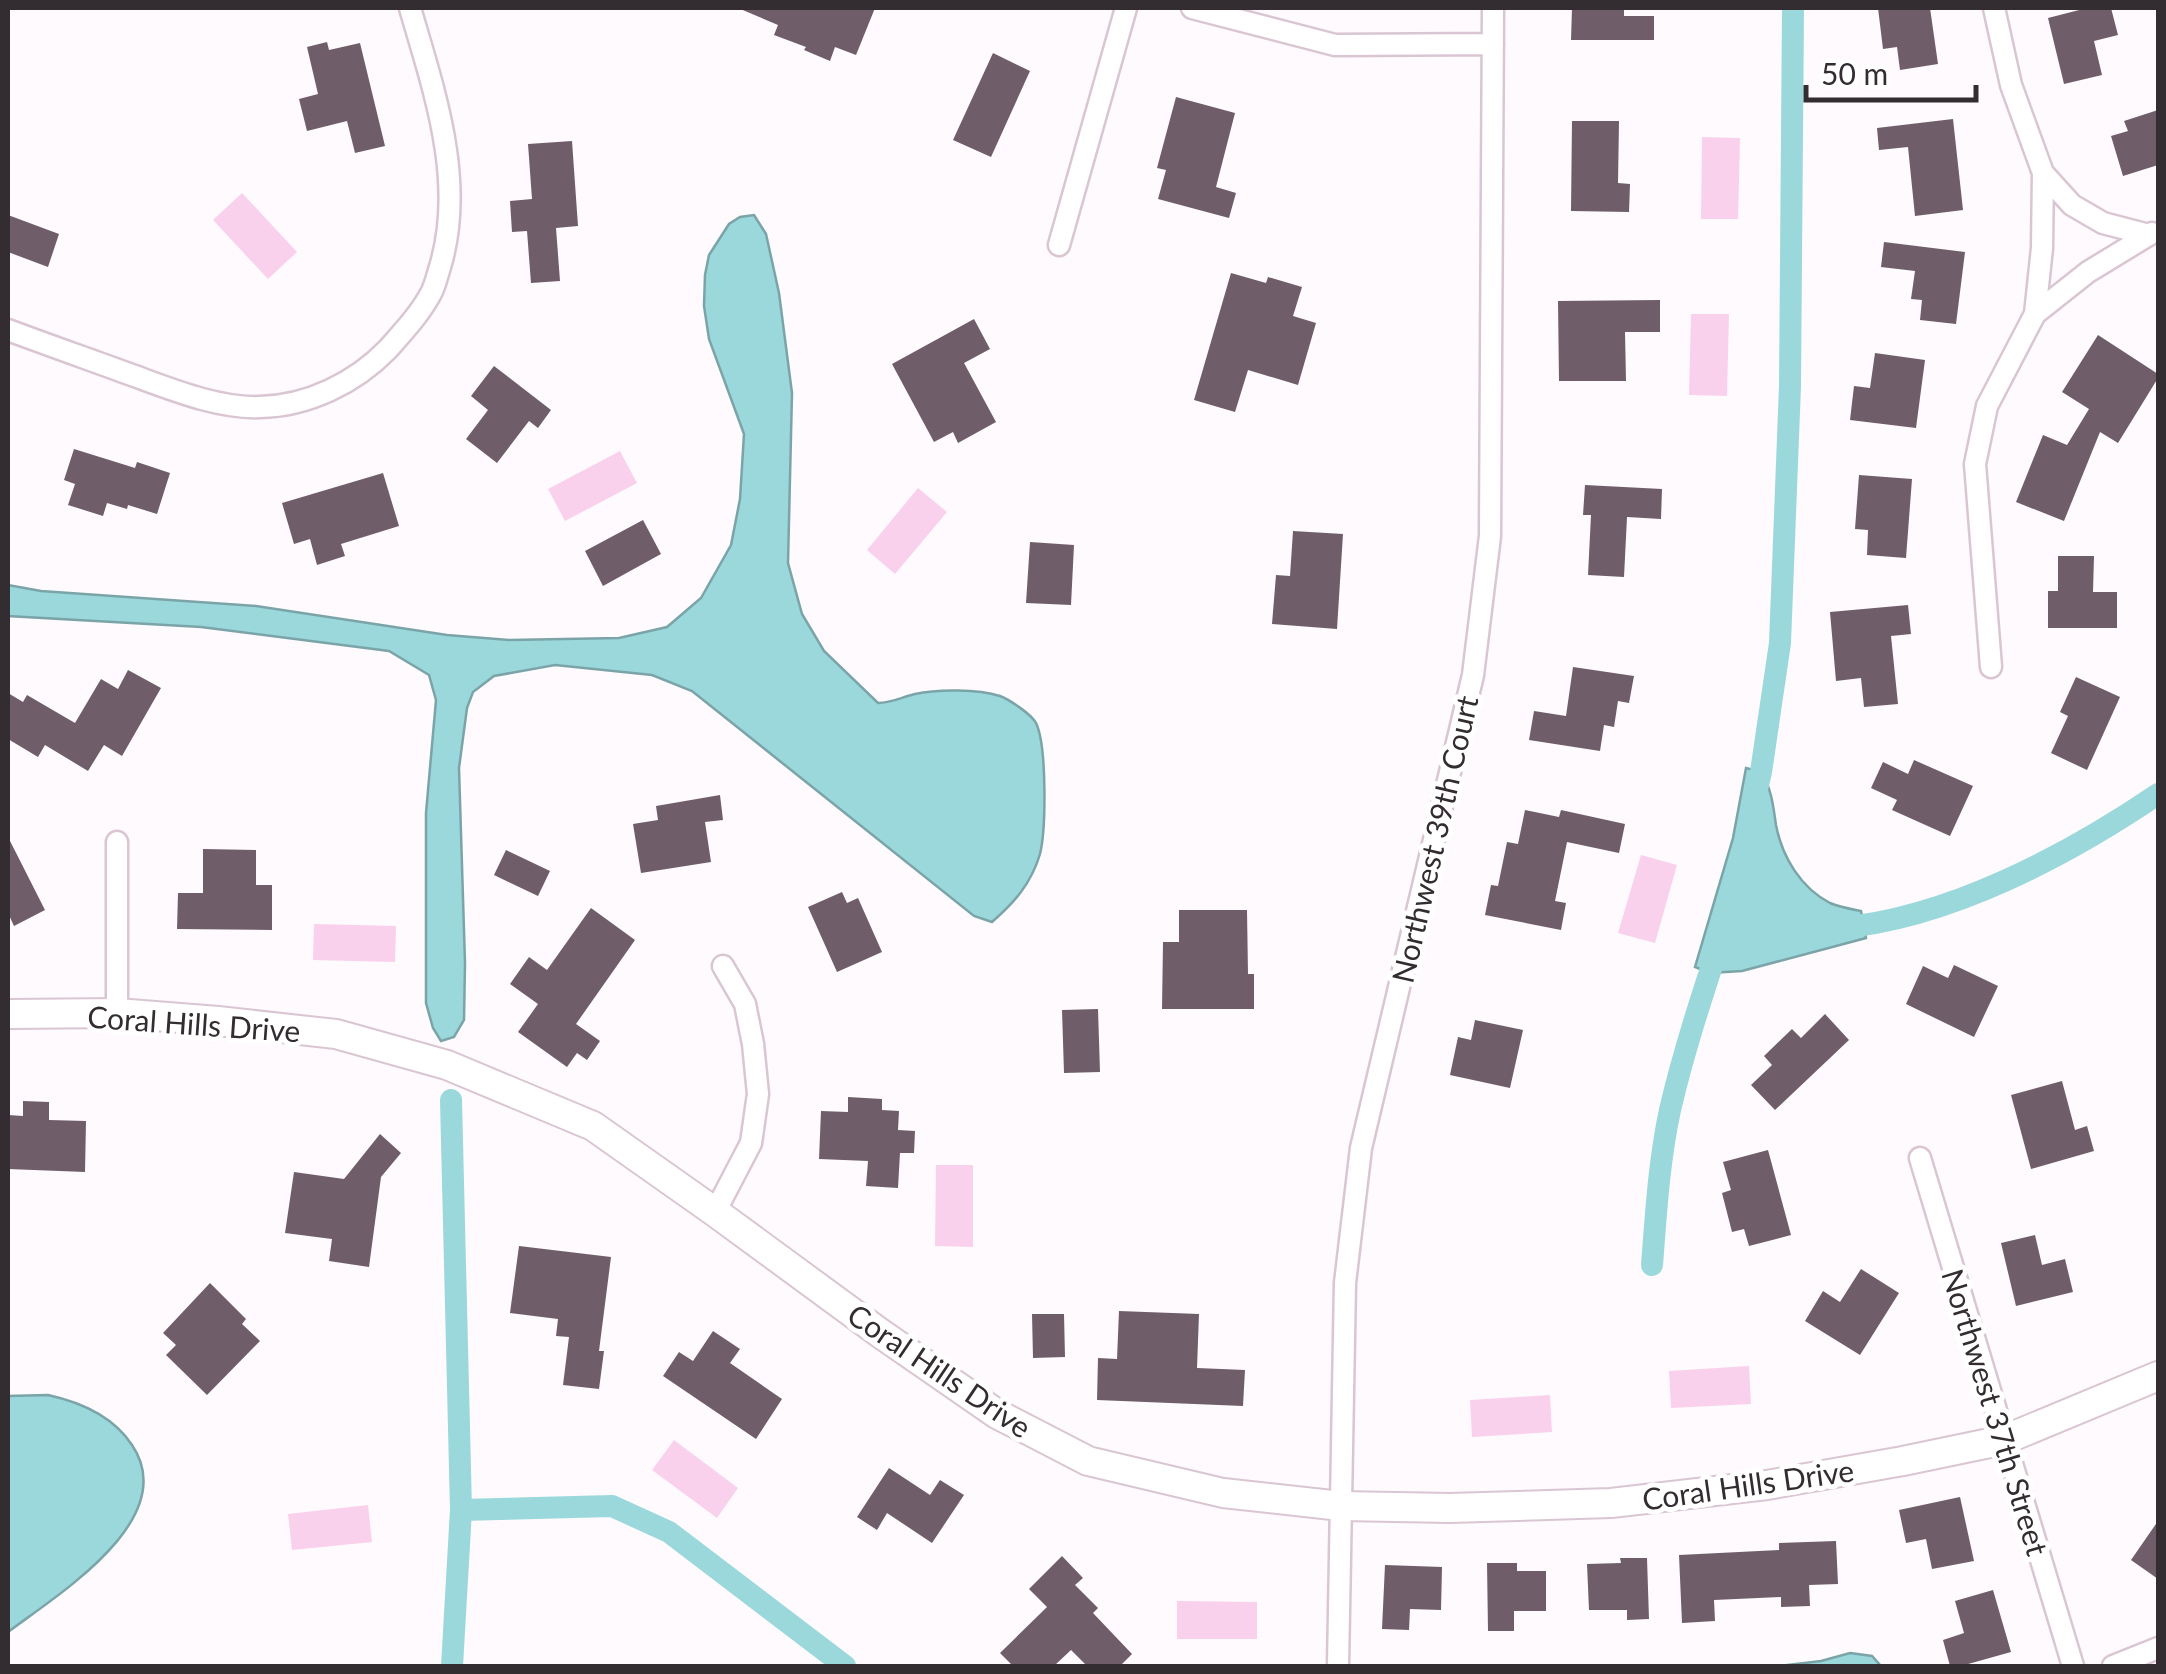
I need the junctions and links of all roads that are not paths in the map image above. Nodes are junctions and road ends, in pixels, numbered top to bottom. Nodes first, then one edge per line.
1 (410, 8) edge
2 (1126, 8) edge
3 (1192, 8) edge
4 (1493, 8) edge
5 (1994, 8) edge
6 (1493, 44) junction
7 (2044, 172) junction
8 (2154, 233) edge
9 (1059, 245) dead end
10 (2035, 314) junction
11 (8, 330) edge
12 (1992, 667) dead end
13 (117, 842) dead end
14 (722, 966) dead end
15 (117, 1013) junction
16 (8, 1014) edge
17 (1920, 1158) dead end
18 (715, 1212) junction
19 (2158, 1376) edge
20 (2004, 1440) junction
21 (1341, 1506) junction
22 (2158, 1648) edge
23 (1338, 1666) edge
24 (2073, 1666) edge
25 (2113, 1666) edge

1 - 11 street
2 - 9 street
3 - 6 street
4 - 6 street, Northwest 39th Court
5 - 7 street
6 - 21 street, Northwest 39th Court
7 - 8 street
7 - 10 street
8 - 10 street
10 - 12 street
13 - 15 street
14 - 18 street
15 - 16 street, Coral Hills Drive
15 - 18 street, Coral Hills Drive
17 - 20 street, Northwest 37th Street
18 - 21 street, Coral Hills Drive
19 - 20 street, Coral Hills Drive
20 - 21 street, Coral Hills Drive
20 - 24 street, Northwest 37th Street
21 - 23 street, Northwest 39th Court
22 - 25 street

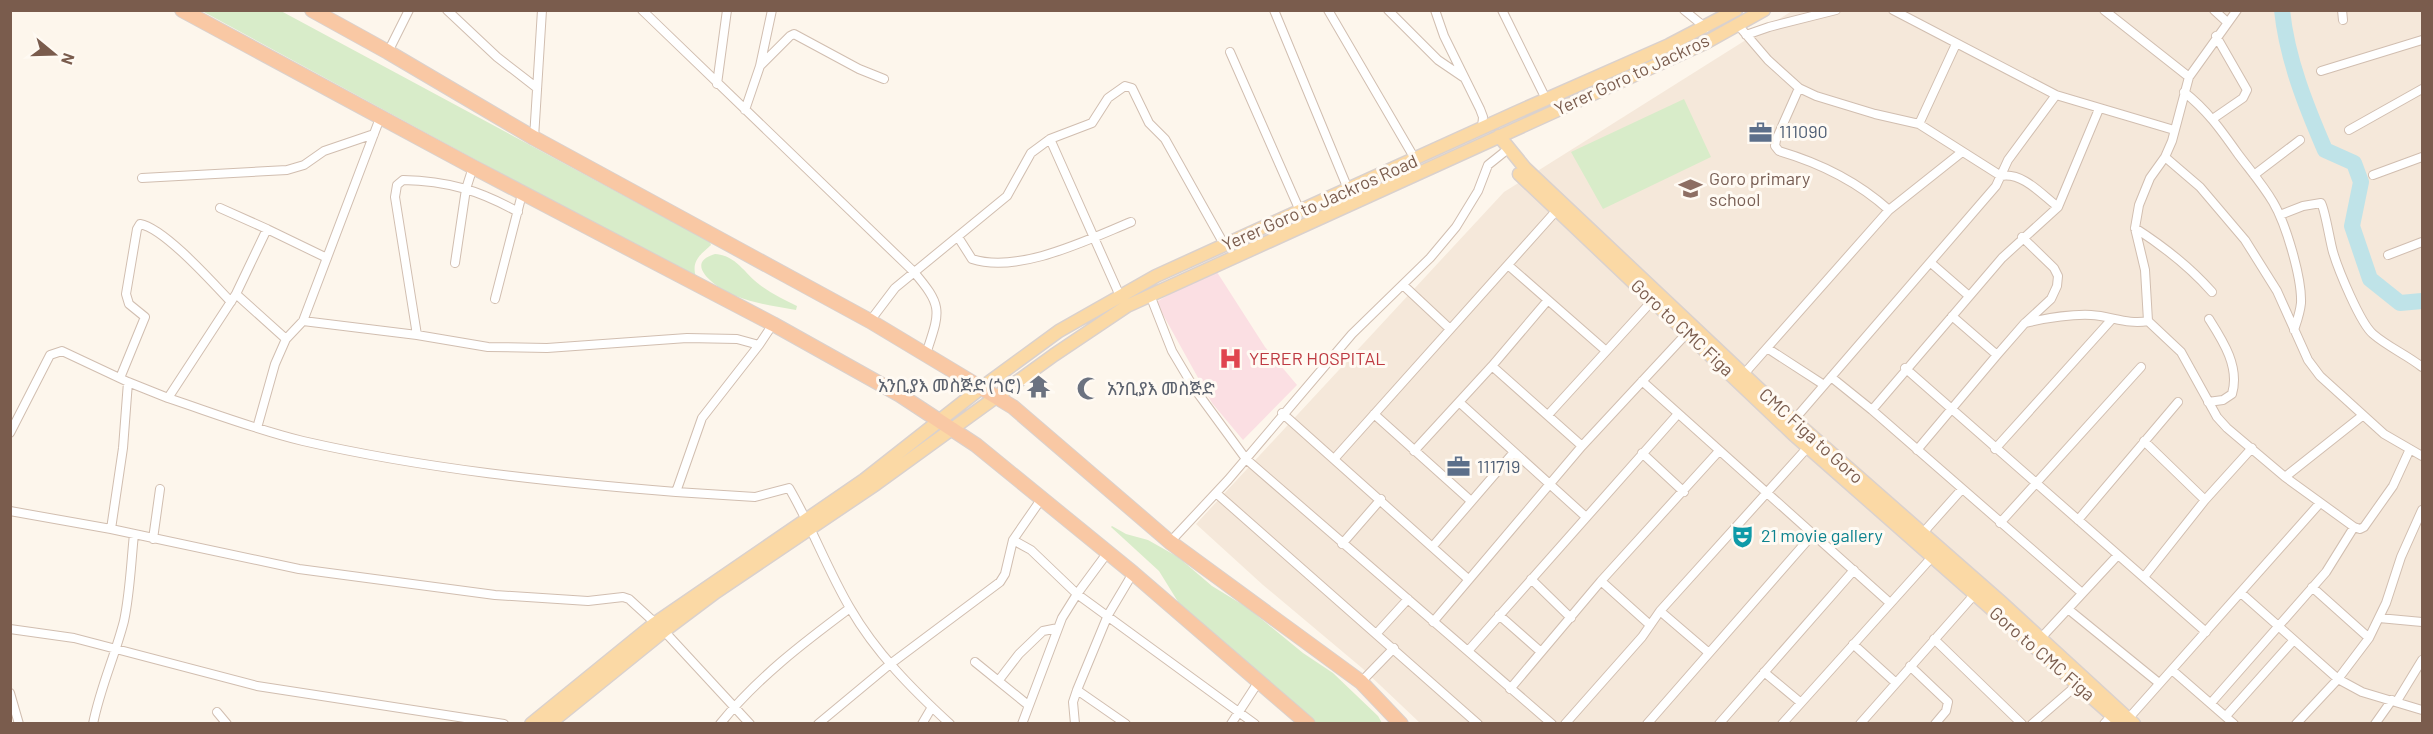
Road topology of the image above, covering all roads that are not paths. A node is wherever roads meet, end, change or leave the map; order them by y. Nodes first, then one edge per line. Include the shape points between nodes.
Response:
##########
Write out the full listing verbatim, excluding its pictures.

I need the junctions and links of all roads that are not paths in the map image above. Nodes are junctions and road ends, in pixels, numbered top to bottom. Nodes first, then one edge per line.
1 (410, 8) edge
2 (1126, 8) edge
3 (1192, 8) edge
4 (1493, 8) edge
5 (1994, 8) edge
6 (1493, 44) junction
7 (2044, 172) junction
8 (2154, 233) edge
9 (1059, 245) dead end
10 (2035, 314) junction
11 (8, 330) edge
12 (1992, 667) dead end
13 (117, 842) dead end
14 (722, 966) dead end
15 (117, 1013) junction
16 (8, 1014) edge
17 (1920, 1158) dead end
18 (715, 1212) junction
19 (2158, 1376) edge
20 (2004, 1440) junction
21 (1341, 1506) junction
22 (2158, 1648) edge
23 (1338, 1666) edge
24 (2073, 1666) edge
25 (2113, 1666) edge

1 - 11 street
2 - 9 street
3 - 6 street
4 - 6 street, Northwest 39th Court
5 - 7 street
6 - 21 street, Northwest 39th Court
7 - 8 street
7 - 10 street
8 - 10 street
10 - 12 street
13 - 15 street
14 - 18 street
15 - 16 street, Coral Hills Drive
15 - 18 street, Coral Hills Drive
17 - 20 street, Northwest 37th Street
18 - 21 street, Coral Hills Drive
19 - 20 street, Coral Hills Drive
20 - 21 street, Coral Hills Drive
20 - 24 street, Northwest 37th Street
21 - 23 street, Northwest 39th Court
22 - 25 street

Road topology of the image above, covering all roads that are not paths. A node is wherever roads meet, end, change or leave the map; order them by y. Nodes first, then one edge per line. Include the shape points between nodes.
Response:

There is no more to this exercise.